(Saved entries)
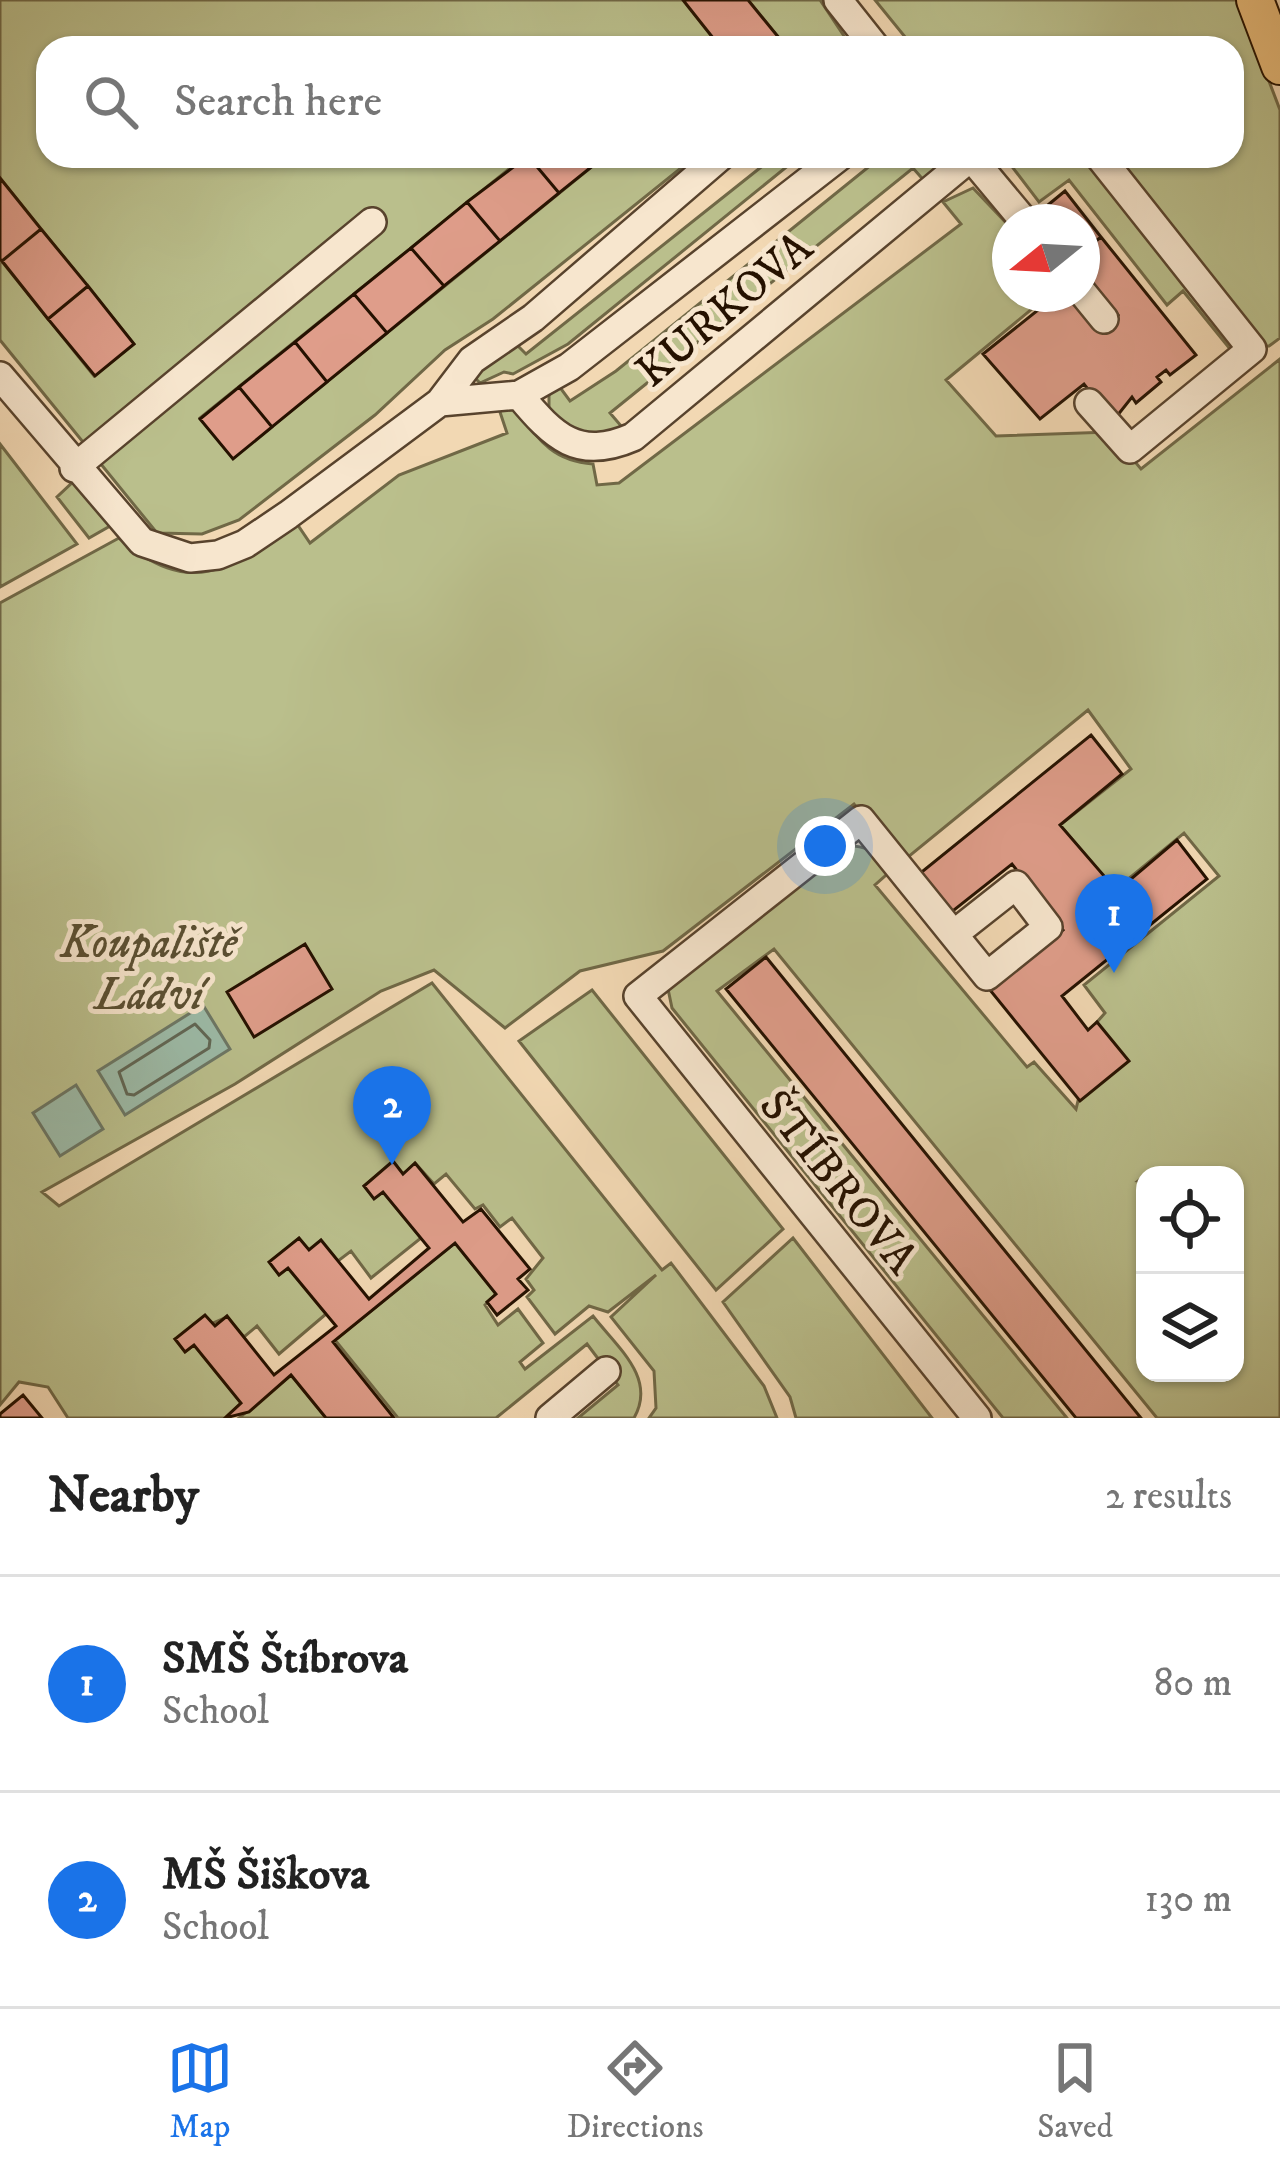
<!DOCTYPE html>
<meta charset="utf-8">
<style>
:root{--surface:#fff;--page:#f6f6f6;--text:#222;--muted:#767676;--line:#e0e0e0;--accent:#1a73e8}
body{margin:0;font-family:"IM FELL DW Pica",serif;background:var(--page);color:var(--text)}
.controls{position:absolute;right:36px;bottom:36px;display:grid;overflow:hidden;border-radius:24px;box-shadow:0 3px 9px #0004}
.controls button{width:108px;height:108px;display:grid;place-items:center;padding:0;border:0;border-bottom:3px solid var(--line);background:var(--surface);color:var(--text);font:60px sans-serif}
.compass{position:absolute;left:992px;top:204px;width:108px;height:108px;border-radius:50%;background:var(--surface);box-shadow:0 3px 9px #0004;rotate:252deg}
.you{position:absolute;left:825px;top:846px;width:42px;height:42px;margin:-30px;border:9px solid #fff;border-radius:50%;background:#1a73e8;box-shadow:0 0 0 18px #1a73e833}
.badge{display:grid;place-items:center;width:78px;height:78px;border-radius:50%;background:var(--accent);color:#fff;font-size:39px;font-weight:700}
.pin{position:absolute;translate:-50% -99px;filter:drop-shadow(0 3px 6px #0008)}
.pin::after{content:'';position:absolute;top:63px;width:42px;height:36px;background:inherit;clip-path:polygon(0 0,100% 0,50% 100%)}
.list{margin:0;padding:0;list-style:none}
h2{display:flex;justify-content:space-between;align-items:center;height:156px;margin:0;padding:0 48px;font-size:51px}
h2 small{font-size:39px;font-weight:400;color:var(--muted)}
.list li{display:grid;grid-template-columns:78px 1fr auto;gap:36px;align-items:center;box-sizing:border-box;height:216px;padding:0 48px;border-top:3px solid var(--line)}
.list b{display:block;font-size:45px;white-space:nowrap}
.list p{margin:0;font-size:39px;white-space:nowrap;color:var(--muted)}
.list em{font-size:39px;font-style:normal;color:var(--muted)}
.icon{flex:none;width:66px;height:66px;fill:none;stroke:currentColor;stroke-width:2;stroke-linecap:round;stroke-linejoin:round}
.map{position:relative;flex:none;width:1280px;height:1418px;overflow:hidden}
.search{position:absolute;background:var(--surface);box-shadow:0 3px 9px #0004;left:36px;right:36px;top:36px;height:132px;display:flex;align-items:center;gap:30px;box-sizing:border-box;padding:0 42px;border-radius:36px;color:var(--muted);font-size:45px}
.sheet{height:588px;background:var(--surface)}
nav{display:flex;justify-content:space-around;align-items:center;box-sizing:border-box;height:168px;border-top:3px solid var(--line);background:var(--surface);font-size:33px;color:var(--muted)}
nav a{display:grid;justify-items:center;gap:6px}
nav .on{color:var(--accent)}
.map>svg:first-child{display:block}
.green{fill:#babf8c;stroke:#706846;stroke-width:3;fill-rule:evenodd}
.water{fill:#9cbba8;stroke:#6c7765;stroke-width:3}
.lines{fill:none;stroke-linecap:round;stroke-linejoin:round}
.shore{stroke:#606654;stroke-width:3}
.building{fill:#df9d8a;stroke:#251100;stroke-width:3}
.minor-casing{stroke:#58432d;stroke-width:32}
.major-casing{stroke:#251100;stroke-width:40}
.minor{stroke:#f7e6ce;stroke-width:27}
.major{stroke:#e9bc7a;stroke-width:36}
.labels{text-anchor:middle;stroke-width:10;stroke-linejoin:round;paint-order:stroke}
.street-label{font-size:45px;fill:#251100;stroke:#f7e6ce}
.park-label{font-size:45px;font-style:italic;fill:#594e31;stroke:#f7e6ce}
</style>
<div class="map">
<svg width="1280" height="1418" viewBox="0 0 1280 1418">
<rect width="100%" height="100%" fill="#f2d8b3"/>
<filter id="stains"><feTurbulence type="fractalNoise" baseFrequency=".00167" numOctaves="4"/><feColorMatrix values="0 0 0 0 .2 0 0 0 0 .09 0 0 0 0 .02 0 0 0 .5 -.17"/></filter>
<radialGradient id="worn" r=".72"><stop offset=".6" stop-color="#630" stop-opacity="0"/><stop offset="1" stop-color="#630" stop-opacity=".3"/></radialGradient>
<path class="green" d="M0,0H683L721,48H48V156H525L200,418L233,458L605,156H696L493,319L445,350L375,415L239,520L202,534L157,533L0,340V259L94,376L134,344L0,178Z
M748,0H820L852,48H779L783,43Z
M875,0H1238L1280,110V338L1269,346L1230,349L1183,291L1167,305L1069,180L1039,202L1004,156H1232V48H914Z
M775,156H800L568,344L513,374L504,372L480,383L470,373L511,339L526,354Z
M882,156H945L943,167L927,184L913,168L610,413L622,427L613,434L579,437L549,411V393L559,386L570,401L616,371Z
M973,188L1010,227V294H1050L946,380L996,436L1110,432L1141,469L1280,359V1418H1157L774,949L717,991L1067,1418H1003L672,1008L667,984L841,846C866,844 876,852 894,868L875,885L1027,1067L1034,1062L1076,1109L1097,1022L1105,1013L1084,985L1219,876L1184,833L1115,890L1060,825L1131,769L1088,710L902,862L854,804L663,951L580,971L505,1028L434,970L381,991L235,1084L42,1192L59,1206L432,983L662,1270L671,1263L764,1386L777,1418H649L656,1408L654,1371L611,1317L656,1275L608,1312L589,1306L555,1334L527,1297L534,1290L526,1279L543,1258L512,1218L500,1227L483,1205L475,1209L446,1174L434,1184L416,1164L403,1174L393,1162L364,1186L374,1198L383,1192L421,1238L371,1278L351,1251L338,1261L321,1240L309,1250L299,1238L270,1262L279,1275L288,1268L326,1314L279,1354L257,1326L244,1337L227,1317L175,1339L185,1352L194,1345L241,1403L225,1418H68L48,1387L19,1382L0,1405V603L119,538C190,598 229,572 295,521L310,543L399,475L507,433L499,409L517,410C539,440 552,461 593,464L597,485L619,483L961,224L943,202ZM1151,1171L1235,1175V1373H1145V1182L1138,1181Z
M0,444L77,544L0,587Z
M74,481L110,526L89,538L57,497Z
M592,990L783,1229L716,1290L519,1041Z
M793,1238L932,1418H796L790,1397L723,1302Z
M455,1243L496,1294L485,1305L498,1325L518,1309L543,1343L520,1362L525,1369L593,1316C617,1347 657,1378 634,1418H578L618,1385L587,1344L496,1418H398L335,1340Z
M291,1375L326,1418H239Z"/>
<path class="water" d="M203,1005L230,1049L125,1115L98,1071Z
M76,1085L103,1129L60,1156L33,1113Z"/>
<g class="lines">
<path class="shore" d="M195,1024L210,1040L209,1048L134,1095L127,1094L119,1072Z"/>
</g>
<path class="building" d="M683,0H748L784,44L721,48Z
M528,156L559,193L500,241L467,202Z
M528,156H605L559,193Z
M0,178L41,229L2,261L0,259Z
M1065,191L1101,237L1082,252V222H1044L1037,214Z
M467,202L500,241L444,286L411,248Z
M41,229L88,286L48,319L2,261Z
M1101,237L1196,355L1170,375L1166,370L1157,377L1161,382L1136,403L1132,397L1113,421L1084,384L1040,419L983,354L1058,294H1071L1100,330L1118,315L1082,270V252Z
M411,248L444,286L387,333L354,294Z
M88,286L134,344L95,376L48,319Z
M354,294L387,333L327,382L295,342Z
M295,342L327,382L272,427L239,387Z
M239,387L272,427L233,459L200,419Z
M1091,735L1122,774L1060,825L1117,891L1177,840L1207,879L1062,996L1088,1030L1097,1022L1129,1061L1080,1101L990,990L1063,930L1012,864L949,914L918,875Z
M305,944L332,989L254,1037L227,992Z
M766,957L1001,1246L1141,1418H1076L726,989Z
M393,1161L403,1174L415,1163L463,1222L481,1209L530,1269L518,1279L528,1290L497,1315L487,1302L496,1294L455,1243L333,1342L394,1418H326L291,1375L249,1412L225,1418L241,1403L194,1345L185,1352L175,1339L205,1315L215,1326L227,1316L274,1375L336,1326L288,1268L279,1275L269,1262L299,1238L309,1250L321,1240L369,1299L429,1248L383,1192L374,1199L364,1186Z
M23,1395L42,1418H0V1414Z"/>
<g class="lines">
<defs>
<path id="minor" d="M838,0L876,48
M970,156L1025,222
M1082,292L1104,319
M0,376L142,542L190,558L218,555L245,544L288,515L440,402L519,395L569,367L840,156
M519,395C554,437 578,461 633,437L971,157
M440,402L472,360L533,318L721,156
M1089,403L1130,449L1252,349L1099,156
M74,468L372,222
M954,934L1016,885L1048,927L987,976L861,820L638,996L977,1418
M550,1418L606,1371"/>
<path id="major" d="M1255,0L1280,66"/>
</defs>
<use href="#minor" class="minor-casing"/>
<use href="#major" class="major-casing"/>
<use href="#minor" class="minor"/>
<use href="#major" class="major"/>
</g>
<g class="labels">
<g class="street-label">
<text transform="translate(723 308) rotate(-40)" y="16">KURKOVA</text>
<text transform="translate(840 1181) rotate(51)" y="16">ŠTÍBROVA</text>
</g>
<g class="park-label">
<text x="149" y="957">Koupaliště<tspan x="149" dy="52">Ládví</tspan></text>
</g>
</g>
<rect width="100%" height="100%" filter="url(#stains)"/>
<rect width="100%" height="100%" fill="url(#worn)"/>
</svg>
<div class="controls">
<button><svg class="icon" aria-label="locate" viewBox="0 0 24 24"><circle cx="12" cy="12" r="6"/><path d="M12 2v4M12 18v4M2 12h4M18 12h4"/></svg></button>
<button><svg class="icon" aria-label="layers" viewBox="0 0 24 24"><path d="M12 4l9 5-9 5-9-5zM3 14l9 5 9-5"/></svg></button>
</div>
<svg class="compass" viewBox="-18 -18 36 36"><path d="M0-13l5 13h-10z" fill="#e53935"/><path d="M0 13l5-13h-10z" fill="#767676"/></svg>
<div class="you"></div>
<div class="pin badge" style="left:1114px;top:973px">1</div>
<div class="pin badge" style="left:392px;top:1165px">2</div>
<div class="search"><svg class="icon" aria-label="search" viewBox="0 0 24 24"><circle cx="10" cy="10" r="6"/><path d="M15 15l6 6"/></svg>Search here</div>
</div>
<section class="sheet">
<h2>Nearby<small>2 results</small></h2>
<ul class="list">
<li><span class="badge">1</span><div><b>SMŠ Štíbrova</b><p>School</p></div><em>80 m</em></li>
<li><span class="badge">2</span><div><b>MŠ Šiškova</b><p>School</p></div><em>130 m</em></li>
</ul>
</section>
<nav>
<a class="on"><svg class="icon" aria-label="map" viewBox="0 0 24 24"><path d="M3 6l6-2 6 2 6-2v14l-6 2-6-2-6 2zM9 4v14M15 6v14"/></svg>Map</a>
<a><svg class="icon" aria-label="directions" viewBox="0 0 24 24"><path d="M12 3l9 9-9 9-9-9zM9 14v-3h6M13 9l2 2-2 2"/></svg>Directions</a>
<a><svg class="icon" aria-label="saved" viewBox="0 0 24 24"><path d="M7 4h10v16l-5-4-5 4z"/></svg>Saved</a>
</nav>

▶ Problem
Return, in full, every line of these entries that holds "sheet".

▶ Finished task
.sheet{height:588px;background:var(--surface)}
<section class="sheet">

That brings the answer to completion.